EXTRACTED MATERIAL =>

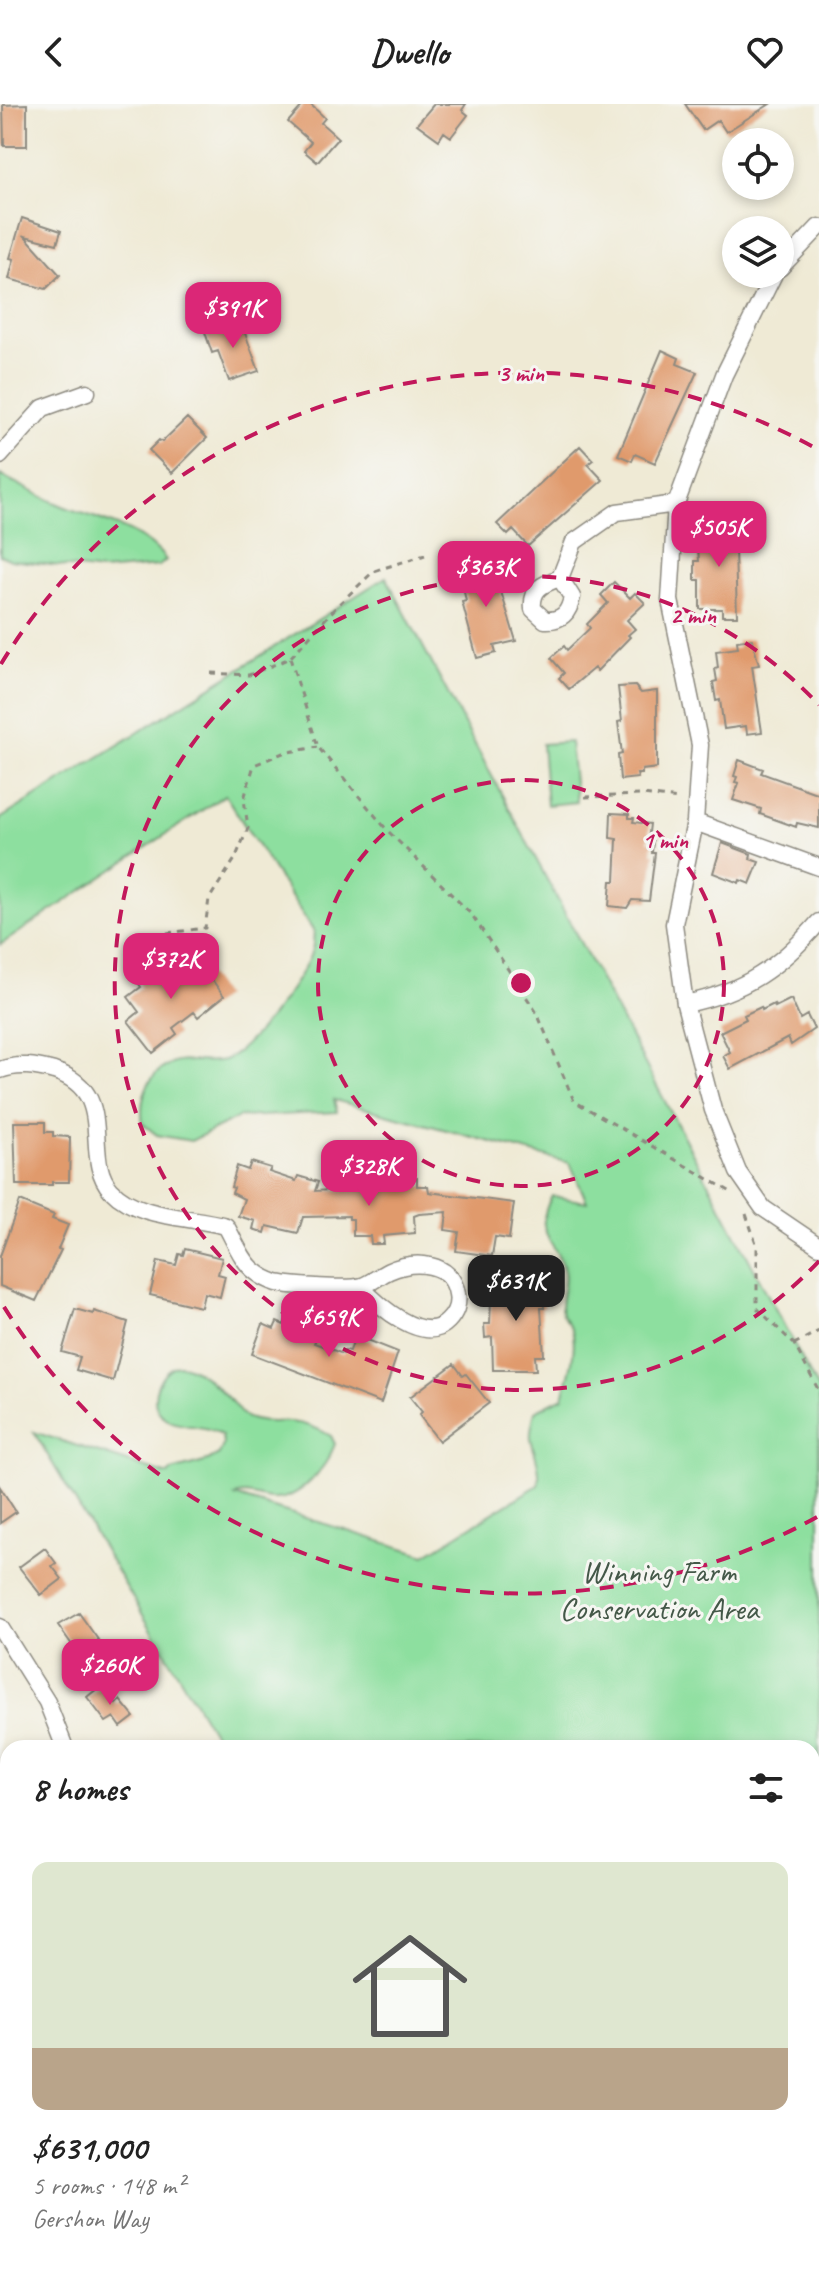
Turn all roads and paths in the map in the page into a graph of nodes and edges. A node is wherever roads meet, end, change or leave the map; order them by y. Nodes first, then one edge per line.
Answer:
1 (819, 227) edge
2 (794, 253) edge
3 (767, 288) edge
4 (87, 392) dead end
5 (0, 456) edge
6 (676, 504) junction
7 (425, 555) dead end
8 (560, 578) dead end
9 (290, 658) junction
10 (211, 673) dead end
11 (318, 747) junction
12 (585, 797) dead end
13 (696, 801) junction
14 (695, 822) junction
15 (819, 867) edge
16 (819, 922) edge
17 (167, 933) dead end
18 (685, 1004) junction
19 (0, 1070) edge
20 (740, 1197) dead end
21 (744, 1209) dead end
22 (819, 1246) edge
23 (361, 1287) junction
24 (819, 1331) edge
25 (794, 1344) junction
26 (819, 1391) edge
27 (0, 1627) edge
28 (62, 1740) edge

1 - 2 street
3 - 6 street
4 - 5 street
6 - 8 street
6 - 13 street
7 - 9 path
9 - 10 path
9 - 11 path
11 - 17 path
11 - 20 path
12 - 13 path
13 - 14 street
14 - 15 street
14 - 18 street
16 - 18 street
18 - 22 street
19 - 23 street
21 - 25 path
23 - 23 street
24 - 25 path
25 - 26 path
27 - 28 street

YOUR INSTRUCTIONS =>
Restate each entry word for word, leaving out any pictures.

ANSWER FOR THIS EXERCISE =>
Turn all roads and paths in the map in the page into a graph of nodes and edges. A node is wherever roads meet, end, change or leave the map; order them by y. Nodes first, then one edge per line.
Answer:
1 (819, 227) edge
2 (794, 253) edge
3 (767, 288) edge
4 (87, 392) dead end
5 (0, 456) edge
6 (676, 504) junction
7 (425, 555) dead end
8 (560, 578) dead end
9 (290, 658) junction
10 (211, 673) dead end
11 (318, 747) junction
12 (585, 797) dead end
13 (696, 801) junction
14 (695, 822) junction
15 (819, 867) edge
16 (819, 922) edge
17 (167, 933) dead end
18 (685, 1004) junction
19 (0, 1070) edge
20 (740, 1197) dead end
21 (744, 1209) dead end
22 (819, 1246) edge
23 (361, 1287) junction
24 (819, 1331) edge
25 (794, 1344) junction
26 (819, 1391) edge
27 (0, 1627) edge
28 (62, 1740) edge

1 - 2 street
3 - 6 street
4 - 5 street
6 - 8 street
6 - 13 street
7 - 9 path
9 - 10 path
9 - 11 path
11 - 17 path
11 - 20 path
12 - 13 path
13 - 14 street
14 - 15 street
14 - 18 street
16 - 18 street
18 - 22 street
19 - 23 street
21 - 25 path
23 - 23 street
24 - 25 path
25 - 26 path
27 - 28 street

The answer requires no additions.